Problem to work on:
Exclude the pictures and retype the entries as written.

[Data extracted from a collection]
Segment Open
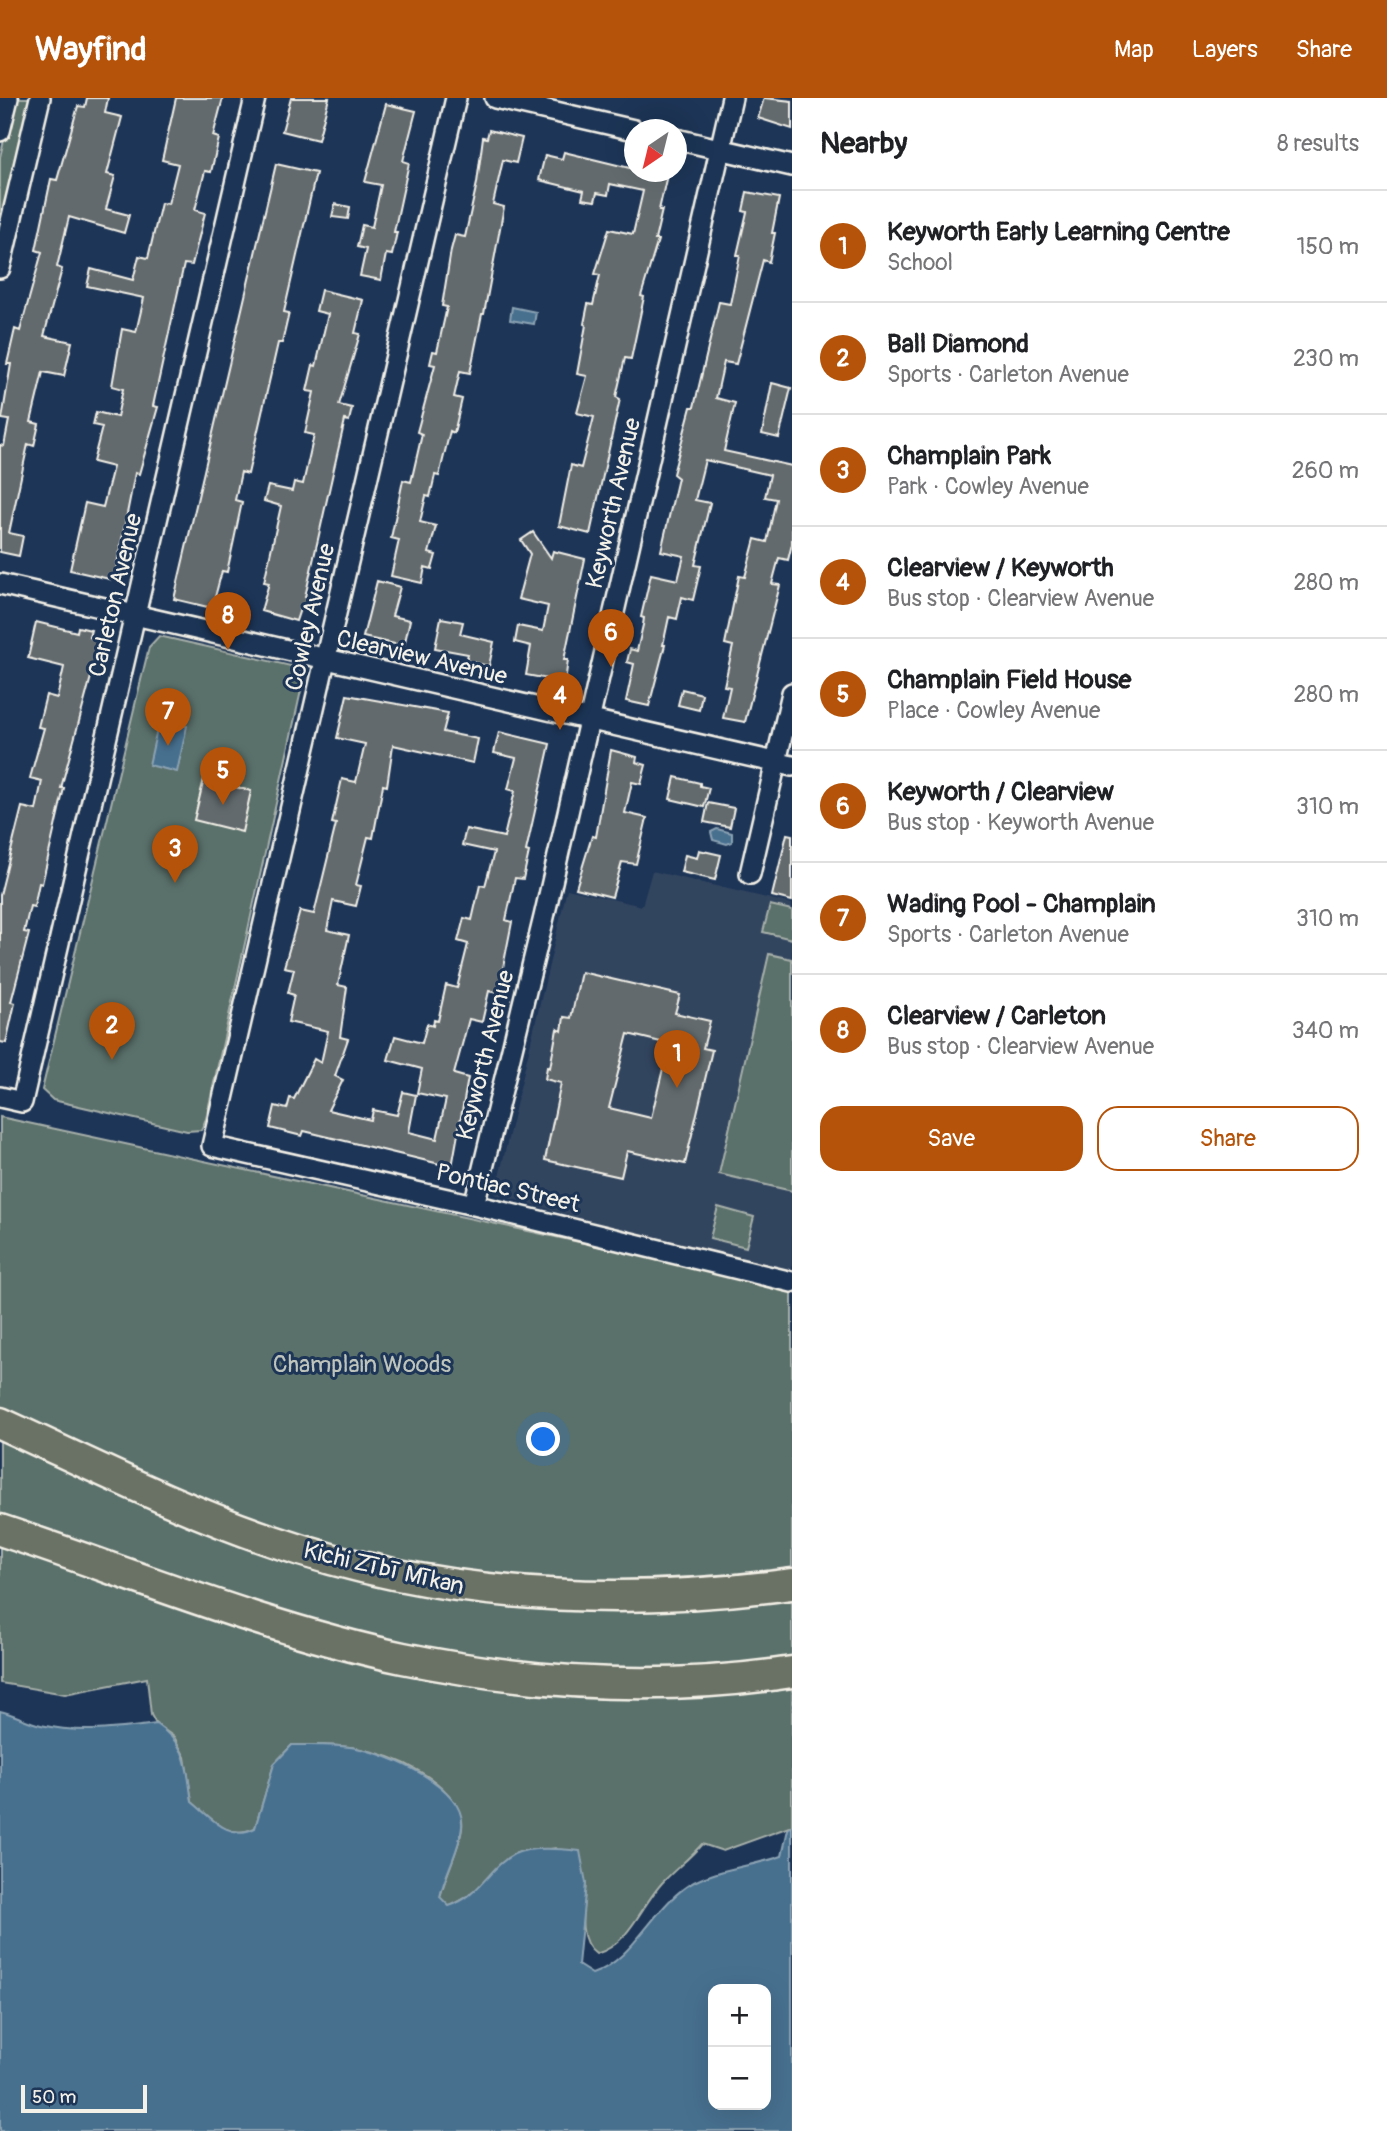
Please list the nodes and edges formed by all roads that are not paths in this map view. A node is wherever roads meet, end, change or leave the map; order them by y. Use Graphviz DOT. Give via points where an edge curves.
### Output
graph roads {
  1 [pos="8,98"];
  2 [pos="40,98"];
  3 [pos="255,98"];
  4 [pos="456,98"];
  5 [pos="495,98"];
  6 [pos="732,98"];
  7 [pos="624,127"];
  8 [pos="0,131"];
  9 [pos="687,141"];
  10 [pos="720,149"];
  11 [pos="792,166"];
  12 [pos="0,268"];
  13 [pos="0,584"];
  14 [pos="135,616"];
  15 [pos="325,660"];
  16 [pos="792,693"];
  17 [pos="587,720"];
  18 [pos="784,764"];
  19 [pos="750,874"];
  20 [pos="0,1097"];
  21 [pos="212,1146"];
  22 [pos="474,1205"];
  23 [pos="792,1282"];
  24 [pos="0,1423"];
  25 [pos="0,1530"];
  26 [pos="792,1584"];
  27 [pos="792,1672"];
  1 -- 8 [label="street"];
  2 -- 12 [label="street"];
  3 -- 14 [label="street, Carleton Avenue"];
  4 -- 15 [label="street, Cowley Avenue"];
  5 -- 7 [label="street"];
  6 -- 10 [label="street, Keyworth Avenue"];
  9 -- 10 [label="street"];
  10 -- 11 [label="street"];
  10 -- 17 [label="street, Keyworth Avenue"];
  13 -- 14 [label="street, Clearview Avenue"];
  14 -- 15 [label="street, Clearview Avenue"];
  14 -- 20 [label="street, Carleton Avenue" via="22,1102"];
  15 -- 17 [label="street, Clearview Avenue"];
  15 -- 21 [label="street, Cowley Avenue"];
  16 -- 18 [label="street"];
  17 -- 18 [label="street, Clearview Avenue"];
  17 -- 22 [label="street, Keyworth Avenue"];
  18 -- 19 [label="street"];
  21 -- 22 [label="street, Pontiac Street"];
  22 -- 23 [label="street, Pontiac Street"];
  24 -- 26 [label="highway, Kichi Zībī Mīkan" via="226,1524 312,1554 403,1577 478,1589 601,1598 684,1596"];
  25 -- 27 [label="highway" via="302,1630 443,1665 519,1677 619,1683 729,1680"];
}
Segment Closed
Expected answer:
Please list the nodes and edges formed by all roads that are not paths in this map view. A node is wherever roads meet, end, change or leave the map; order them by y. Use Graphviz DOT. Give via points where an edge curves.
### Output
graph roads {
  1 [pos="8,98"];
  2 [pos="40,98"];
  3 [pos="255,98"];
  4 [pos="456,98"];
  5 [pos="495,98"];
  6 [pos="732,98"];
  7 [pos="624,127"];
  8 [pos="0,131"];
  9 [pos="687,141"];
  10 [pos="720,149"];
  11 [pos="792,166"];
  12 [pos="0,268"];
  13 [pos="0,584"];
  14 [pos="135,616"];
  15 [pos="325,660"];
  16 [pos="792,693"];
  17 [pos="587,720"];
  18 [pos="784,764"];
  19 [pos="750,874"];
  20 [pos="0,1097"];
  21 [pos="212,1146"];
  22 [pos="474,1205"];
  23 [pos="792,1282"];
  24 [pos="0,1423"];
  25 [pos="0,1530"];
  26 [pos="792,1584"];
  27 [pos="792,1672"];
  1 -- 8 [label="street"];
  2 -- 12 [label="street"];
  3 -- 14 [label="street, Carleton Avenue"];
  4 -- 15 [label="street, Cowley Avenue"];
  5 -- 7 [label="street"];
  6 -- 10 [label="street, Keyworth Avenue"];
  9 -- 10 [label="street"];
  10 -- 11 [label="street"];
  10 -- 17 [label="street, Keyworth Avenue"];
  13 -- 14 [label="street, Clearview Avenue"];
  14 -- 15 [label="street, Clearview Avenue"];
  14 -- 20 [label="street, Carleton Avenue" via="22,1102"];
  15 -- 17 [label="street, Clearview Avenue"];
  15 -- 21 [label="street, Cowley Avenue"];
  16 -- 18 [label="street"];
  17 -- 18 [label="street, Clearview Avenue"];
  17 -- 22 [label="street, Keyworth Avenue"];
  18 -- 19 [label="street"];
  21 -- 22 [label="street, Pontiac Street"];
  22 -- 23 [label="street, Pontiac Street"];
  24 -- 26 [label="highway, Kichi Zībī Mīkan" via="226,1524 312,1554 403,1577 478,1589 601,1598 684,1596"];
  25 -- 27 [label="highway" via="302,1630 443,1665 519,1677 619,1683 729,1680"];
}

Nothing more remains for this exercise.